There are trickier and more interesting comprehension questions – on a made-up blog about Rapa Nui, for example, and discovering whether you can give aspirin to chickens via a chat forum.
The OECD keeps a tight hold of most of the questions, though, which allows them to compare scores. If the UK scores 500 points in science this year, is this really an improvement over the 490 last time or is this grade inflation?
If everyone answers the same questions every four years, it’s easy to compare.
What’s a ‘good’ PISA score? In some ways, it depends how your country did last time. Beat the previous score and your nation’s Education Secretary will be on the phone to the papers to organise a press conference.
It also depends on how your rivals do. And, of course, the pace setters, like Singapore, Korea, Japan and their neighbours like Taipei (Taiwan), Macao (China) and Hong Kong. These top countries might be pushing 550.
The ‘average’ used to be 500. It’s slipped a bit since then to around the 470s. And this is obviously where you’ll find the mid-ranking countries like Israel, or Malta or the Slovak Republic. Countries nearer the bottom, like Kosovo or Cambodia, fall below 380.

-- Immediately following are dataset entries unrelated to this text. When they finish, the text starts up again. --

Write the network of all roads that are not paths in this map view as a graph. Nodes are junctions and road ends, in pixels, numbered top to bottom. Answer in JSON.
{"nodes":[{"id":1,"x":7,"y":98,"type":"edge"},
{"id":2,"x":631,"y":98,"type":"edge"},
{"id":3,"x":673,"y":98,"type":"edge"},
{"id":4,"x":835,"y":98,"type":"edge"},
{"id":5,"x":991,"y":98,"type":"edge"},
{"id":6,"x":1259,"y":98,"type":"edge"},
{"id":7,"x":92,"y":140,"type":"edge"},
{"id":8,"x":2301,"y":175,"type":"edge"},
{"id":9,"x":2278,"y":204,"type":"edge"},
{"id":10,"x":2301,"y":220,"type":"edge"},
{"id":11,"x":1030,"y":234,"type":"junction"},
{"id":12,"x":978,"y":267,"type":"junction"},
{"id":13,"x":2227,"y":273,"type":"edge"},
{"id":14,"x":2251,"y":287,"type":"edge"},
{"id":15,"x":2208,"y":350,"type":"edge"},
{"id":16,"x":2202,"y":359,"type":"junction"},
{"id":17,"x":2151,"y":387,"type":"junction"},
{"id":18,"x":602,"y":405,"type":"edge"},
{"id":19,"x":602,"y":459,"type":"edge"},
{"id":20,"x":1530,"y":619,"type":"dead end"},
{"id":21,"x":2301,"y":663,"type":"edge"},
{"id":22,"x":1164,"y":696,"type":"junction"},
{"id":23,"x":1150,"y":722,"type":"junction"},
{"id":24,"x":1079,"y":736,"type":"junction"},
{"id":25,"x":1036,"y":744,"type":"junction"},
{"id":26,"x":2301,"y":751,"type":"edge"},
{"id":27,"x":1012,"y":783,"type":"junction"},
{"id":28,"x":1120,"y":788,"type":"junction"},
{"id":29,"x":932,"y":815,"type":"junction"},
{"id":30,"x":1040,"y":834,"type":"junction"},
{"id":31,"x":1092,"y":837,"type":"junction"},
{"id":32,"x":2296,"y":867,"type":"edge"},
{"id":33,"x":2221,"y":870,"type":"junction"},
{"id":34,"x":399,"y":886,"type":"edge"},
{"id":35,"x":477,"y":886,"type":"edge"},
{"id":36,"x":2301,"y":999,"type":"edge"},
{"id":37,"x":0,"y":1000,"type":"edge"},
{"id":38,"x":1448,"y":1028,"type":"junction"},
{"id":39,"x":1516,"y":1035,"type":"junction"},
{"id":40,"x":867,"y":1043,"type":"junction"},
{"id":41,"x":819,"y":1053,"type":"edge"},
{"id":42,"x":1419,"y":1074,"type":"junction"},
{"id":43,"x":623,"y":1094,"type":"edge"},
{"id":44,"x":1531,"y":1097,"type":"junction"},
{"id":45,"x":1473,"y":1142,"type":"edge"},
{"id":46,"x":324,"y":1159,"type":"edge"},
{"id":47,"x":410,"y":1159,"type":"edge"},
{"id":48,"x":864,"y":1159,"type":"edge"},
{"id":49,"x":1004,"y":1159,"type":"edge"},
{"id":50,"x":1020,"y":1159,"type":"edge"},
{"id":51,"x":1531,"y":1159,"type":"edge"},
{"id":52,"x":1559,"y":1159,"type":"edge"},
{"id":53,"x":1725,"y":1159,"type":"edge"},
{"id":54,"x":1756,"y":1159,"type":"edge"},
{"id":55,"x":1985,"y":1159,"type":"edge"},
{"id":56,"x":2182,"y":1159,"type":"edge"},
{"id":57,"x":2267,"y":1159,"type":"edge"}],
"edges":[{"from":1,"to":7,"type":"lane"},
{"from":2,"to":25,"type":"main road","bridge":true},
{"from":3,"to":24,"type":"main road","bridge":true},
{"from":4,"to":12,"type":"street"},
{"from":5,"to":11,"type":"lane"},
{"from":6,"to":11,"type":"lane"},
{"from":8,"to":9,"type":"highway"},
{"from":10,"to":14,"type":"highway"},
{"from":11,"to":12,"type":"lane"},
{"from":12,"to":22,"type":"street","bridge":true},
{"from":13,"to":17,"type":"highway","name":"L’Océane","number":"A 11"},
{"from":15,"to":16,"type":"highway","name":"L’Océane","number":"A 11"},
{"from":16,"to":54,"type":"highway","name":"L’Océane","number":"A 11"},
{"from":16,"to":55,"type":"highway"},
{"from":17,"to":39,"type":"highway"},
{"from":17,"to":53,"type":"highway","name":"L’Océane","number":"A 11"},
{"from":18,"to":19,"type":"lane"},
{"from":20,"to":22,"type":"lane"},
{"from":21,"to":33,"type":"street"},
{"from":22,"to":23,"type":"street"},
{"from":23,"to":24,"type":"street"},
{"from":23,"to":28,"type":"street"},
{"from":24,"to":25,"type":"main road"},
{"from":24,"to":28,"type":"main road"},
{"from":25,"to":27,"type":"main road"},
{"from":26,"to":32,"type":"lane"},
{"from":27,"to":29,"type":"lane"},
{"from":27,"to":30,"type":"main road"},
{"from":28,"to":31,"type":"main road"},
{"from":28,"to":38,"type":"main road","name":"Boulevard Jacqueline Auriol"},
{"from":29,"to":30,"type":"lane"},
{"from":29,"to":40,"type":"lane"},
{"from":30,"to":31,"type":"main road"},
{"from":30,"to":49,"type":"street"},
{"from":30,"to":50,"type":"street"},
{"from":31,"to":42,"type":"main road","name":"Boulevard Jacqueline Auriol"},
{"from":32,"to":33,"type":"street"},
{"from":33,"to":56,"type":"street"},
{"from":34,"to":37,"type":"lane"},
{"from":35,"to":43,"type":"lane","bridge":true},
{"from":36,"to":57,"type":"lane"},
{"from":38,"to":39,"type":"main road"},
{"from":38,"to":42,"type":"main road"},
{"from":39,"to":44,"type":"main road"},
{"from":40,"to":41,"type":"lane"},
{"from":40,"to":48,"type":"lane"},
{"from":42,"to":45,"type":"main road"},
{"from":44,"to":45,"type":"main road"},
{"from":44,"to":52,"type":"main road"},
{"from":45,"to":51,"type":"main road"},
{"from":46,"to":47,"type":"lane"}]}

To give an idea of the spread of results, here are the reading scores for our 19 countries:
Enough preamble.
How do the gritty students compare to those with growth mindset?
And the winner is…
Let’s take the students who score in the top 10% for perseverance and compare them with those who score in the top 10% for growth mindset (obviously the same students might appear in both samples).
Then we see who gets the highest scores on mathematics, reading and science.
Time to cut to the results:
So, we have a clear winner.
It’s good to be gritty: students in the top 10% for perseverance outperform the average student in our sample by over 10 points across all three subjects.
That’s not bad going. According to PISA, 20 points equates to about a year’s worth of schooling.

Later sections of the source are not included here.